• WHAT THIS TASK INVOLVES:
Go over the records and copy every line with the string "covering".
***** MATERIAL FOR THIS TASK
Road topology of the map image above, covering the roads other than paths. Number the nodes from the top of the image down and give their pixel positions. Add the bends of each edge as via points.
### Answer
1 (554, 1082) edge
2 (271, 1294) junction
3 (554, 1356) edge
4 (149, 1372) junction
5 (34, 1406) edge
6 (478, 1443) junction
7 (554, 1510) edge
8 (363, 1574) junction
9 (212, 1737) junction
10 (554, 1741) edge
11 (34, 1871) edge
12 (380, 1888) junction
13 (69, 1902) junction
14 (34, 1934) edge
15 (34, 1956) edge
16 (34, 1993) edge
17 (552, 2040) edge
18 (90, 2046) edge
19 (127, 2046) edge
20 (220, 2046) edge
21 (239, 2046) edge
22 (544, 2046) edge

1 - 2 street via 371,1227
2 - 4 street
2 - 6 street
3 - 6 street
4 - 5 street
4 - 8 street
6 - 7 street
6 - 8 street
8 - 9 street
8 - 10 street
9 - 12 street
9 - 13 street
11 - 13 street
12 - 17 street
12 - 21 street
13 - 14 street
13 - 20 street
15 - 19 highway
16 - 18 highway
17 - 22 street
**********
***** MATERIAL FOR THIS TASK
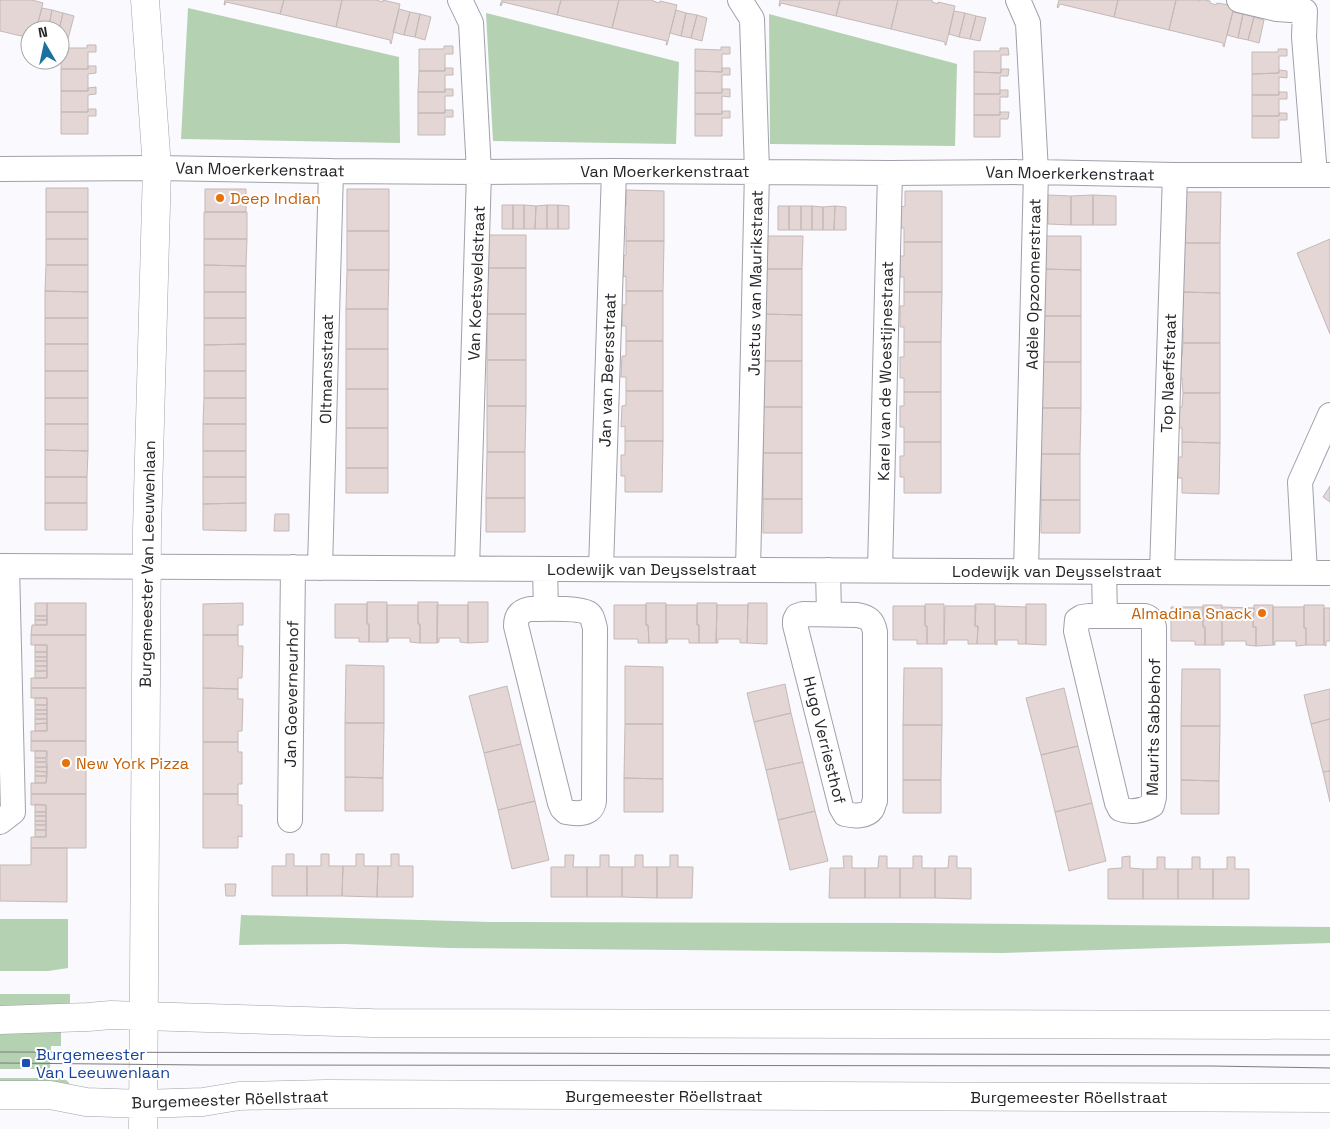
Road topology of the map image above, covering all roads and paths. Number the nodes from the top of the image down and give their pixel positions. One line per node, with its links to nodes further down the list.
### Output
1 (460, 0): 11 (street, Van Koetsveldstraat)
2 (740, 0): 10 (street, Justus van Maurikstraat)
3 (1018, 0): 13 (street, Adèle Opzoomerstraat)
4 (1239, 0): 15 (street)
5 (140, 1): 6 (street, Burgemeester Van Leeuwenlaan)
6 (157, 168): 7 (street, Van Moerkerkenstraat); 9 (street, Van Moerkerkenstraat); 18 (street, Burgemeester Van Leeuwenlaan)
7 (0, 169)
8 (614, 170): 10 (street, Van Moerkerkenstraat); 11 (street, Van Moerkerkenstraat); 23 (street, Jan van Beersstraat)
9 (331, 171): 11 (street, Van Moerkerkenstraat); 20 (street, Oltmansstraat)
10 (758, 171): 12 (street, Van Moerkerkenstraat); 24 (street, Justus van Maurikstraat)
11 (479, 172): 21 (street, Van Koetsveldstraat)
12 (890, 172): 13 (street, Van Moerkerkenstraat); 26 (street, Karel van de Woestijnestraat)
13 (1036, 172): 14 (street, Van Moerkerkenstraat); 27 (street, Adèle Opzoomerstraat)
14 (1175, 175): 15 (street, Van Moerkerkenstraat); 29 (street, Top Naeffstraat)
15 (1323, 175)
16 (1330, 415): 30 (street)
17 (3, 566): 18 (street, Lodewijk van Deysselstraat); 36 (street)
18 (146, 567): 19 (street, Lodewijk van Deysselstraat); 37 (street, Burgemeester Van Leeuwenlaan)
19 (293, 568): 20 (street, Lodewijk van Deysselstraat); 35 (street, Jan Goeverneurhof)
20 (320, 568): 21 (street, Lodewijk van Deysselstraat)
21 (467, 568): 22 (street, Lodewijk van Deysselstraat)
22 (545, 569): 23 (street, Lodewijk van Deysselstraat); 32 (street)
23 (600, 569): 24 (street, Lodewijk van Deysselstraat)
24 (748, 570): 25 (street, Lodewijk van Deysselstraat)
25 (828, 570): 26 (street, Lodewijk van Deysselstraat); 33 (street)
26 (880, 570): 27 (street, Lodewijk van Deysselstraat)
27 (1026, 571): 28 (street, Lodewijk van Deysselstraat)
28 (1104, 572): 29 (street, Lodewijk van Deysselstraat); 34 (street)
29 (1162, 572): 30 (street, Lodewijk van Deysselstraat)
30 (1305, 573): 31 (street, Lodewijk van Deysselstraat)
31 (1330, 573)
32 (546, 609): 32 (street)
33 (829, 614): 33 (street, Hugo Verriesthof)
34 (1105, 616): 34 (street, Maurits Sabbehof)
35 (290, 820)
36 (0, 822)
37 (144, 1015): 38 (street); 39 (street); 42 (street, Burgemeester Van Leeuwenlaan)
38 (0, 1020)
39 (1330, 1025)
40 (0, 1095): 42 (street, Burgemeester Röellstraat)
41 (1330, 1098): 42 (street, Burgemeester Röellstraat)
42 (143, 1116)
**********
• ANSWER TO THIS TASK:
Road topology of the map image above, covering the roads other than paths. Number the nodes from the top of the image down and give their pixel positions. Add the bends of each edge as via points.
Road topology of the map image above, covering all roads and paths. Number the nodes from the top of the image down and give their pixel positions. One line per node, with its links to nodes further down the list.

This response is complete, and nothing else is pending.